AI Competition and Online Platform

  • Gomocup (2000 - Now) (Recommend)

  • WAI (2012 - Now)

  • Computer Olympiad (1989 - 1992)

  • Renju Computer World Championship (1991, 1998, 2000, 2004(link1,link2))

  • Hungarian Computer Go-Moku Open Tournament (2005 (1st, 2nd))

  • Botzone (2010 - 2013)

  • AI vs. Human tournament (2006, 2011(en,cz))

Famous, Competitive, and Interesting AI List

  • Amoeba by Galli Zoltan, Hungary. It uses Monte-Carlo tree search (MCTS) rather than commonly used algorithms such as alpha-beta search. It can be downloaded at Gomocup.org.

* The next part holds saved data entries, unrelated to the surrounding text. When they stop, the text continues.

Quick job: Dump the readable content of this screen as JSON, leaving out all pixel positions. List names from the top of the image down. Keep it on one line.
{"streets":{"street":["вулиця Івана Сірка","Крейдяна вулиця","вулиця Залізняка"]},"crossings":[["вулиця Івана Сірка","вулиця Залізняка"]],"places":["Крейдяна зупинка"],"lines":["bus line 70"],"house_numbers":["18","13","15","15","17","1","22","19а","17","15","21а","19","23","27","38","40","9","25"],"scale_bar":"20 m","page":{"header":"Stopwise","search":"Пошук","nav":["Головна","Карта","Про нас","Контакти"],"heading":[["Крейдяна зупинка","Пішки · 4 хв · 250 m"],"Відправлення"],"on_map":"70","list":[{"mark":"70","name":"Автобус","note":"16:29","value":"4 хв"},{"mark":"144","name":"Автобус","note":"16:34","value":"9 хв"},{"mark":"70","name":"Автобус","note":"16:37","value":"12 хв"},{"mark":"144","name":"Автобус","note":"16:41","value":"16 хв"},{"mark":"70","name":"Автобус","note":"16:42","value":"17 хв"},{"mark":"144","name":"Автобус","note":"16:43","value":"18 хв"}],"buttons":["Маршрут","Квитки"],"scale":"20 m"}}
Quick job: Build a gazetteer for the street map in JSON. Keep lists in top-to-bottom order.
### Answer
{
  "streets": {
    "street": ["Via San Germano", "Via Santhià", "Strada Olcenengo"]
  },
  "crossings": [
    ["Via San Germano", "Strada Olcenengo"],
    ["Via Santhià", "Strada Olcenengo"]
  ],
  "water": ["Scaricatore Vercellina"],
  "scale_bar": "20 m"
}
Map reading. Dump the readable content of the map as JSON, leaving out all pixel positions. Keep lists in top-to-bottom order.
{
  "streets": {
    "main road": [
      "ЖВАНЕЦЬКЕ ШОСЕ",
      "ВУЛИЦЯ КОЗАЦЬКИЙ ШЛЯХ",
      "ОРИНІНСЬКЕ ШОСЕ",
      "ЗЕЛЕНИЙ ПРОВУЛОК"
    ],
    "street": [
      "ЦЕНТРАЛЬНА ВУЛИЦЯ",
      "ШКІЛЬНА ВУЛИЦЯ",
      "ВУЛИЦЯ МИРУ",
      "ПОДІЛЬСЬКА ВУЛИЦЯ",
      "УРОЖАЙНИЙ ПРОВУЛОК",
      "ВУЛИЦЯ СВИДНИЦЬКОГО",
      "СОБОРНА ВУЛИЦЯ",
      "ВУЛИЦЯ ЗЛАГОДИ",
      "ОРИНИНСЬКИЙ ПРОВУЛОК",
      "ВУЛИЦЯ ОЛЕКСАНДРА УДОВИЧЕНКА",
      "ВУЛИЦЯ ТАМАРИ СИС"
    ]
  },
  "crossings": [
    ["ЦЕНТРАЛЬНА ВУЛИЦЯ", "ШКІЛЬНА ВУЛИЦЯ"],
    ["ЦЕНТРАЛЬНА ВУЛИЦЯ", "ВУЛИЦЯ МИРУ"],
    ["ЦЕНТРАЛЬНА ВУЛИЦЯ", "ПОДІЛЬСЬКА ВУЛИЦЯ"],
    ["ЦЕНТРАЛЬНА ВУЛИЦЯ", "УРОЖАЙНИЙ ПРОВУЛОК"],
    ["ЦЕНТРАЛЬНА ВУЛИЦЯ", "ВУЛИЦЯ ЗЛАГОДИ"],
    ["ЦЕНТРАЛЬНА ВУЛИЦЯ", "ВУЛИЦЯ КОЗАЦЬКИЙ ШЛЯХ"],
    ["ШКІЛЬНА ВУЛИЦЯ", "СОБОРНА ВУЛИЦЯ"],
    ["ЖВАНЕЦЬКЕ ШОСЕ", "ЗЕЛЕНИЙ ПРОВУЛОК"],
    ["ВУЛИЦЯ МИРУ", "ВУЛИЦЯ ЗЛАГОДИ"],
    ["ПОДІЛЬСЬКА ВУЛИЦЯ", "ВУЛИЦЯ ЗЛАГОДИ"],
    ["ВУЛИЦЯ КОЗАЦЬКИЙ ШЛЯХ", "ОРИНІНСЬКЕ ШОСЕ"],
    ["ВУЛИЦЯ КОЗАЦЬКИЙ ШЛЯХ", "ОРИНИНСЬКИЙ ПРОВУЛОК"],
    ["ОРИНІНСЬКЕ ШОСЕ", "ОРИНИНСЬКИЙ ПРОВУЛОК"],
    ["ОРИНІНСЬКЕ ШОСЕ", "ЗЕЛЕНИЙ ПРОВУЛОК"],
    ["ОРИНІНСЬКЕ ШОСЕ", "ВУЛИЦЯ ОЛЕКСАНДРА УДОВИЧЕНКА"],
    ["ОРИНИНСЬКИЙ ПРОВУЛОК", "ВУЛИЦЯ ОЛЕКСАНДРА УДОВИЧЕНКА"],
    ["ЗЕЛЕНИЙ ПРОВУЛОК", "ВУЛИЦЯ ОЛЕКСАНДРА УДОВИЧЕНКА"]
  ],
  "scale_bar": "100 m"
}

  • Blackstone by Victor Barykin, Russia. It is a commercial software for renju. It is the winner in tournament of the 2nd and the 3rd Renju Computer World Championship (1998, 2000), and the winner in solving problems of the 2nd Renju Computer World Championship (1998).

  • Fiver by Meng Liu, China. A famous classic gomoku engine. It can be downloaded at Nosovsky Japanese Games Home Page.

  • Goro by Victor Barykin, Russia. It is a commercial software for gomoku, the winner of the 6th, the 7th, the 10th, and the 11th Gomocup (2005, 2006, 2009, 2010). It took part in both the first and the second AI vs. Human tournament, playing against one of the best Czech gomoku players in 2006 and 2011. Goro was ranked the 7th in the 15th Gomocup (2014). It can be downloaded at Gomocup.org.

  • Hector for Gomoku by Csaba Jergler, Hungary. It is a general game playing search core module (Hector) along with a compile time connected game specific gomoku module. It took part in Gomocup from 2008 to 2010 and was ranked the 9th in the 11th Gomocup (2010). It has been excluded from Gomocup since 2011 because the old version of Hector stopped working and the author did not send the new version to Gomocup. It is not published, so there is no download available.

  • Hewer by Tomas Kubes, Czech Republic. Hewer was ranked the 3rd in the 15th Gomocup (2014). It can be downloaded at Gomocup.org.

  • Hgarden by Bingqing Han, China. It took part in the first AI vs. Human tournament, playing against one of the best Czech gomoku players in 2006. Hgarden was ranked the 6th in the 15th Gomocup (2014). It can be downloaded at Gomocup.org.

  • Meijin by Oleg Stepanov, Russia. It played against human players in Moscow Open Tournament, 2000, making it become the first program playing with human players in public competitions.

  • Pacifist by Shuai Han, China. Winner of gomoku AI competition on Botzone hosted by AI LAB, Peking University in Decemeber 2010. It is not published, so there is no download available.

  • Pela by Petr Lastovicka, Czech Republic. It is the strongest open-source gomoku engine. Pela was ranked the 8th in the 15th Gomocup (2014). It can be downloaded at Gomocup.org.

  • Pisq by Martin Petricek, Czech Republic. It is the winner of the 1st and the 2nd Gomocup (2000, 2001). It can be downloaded at Gomocup.org.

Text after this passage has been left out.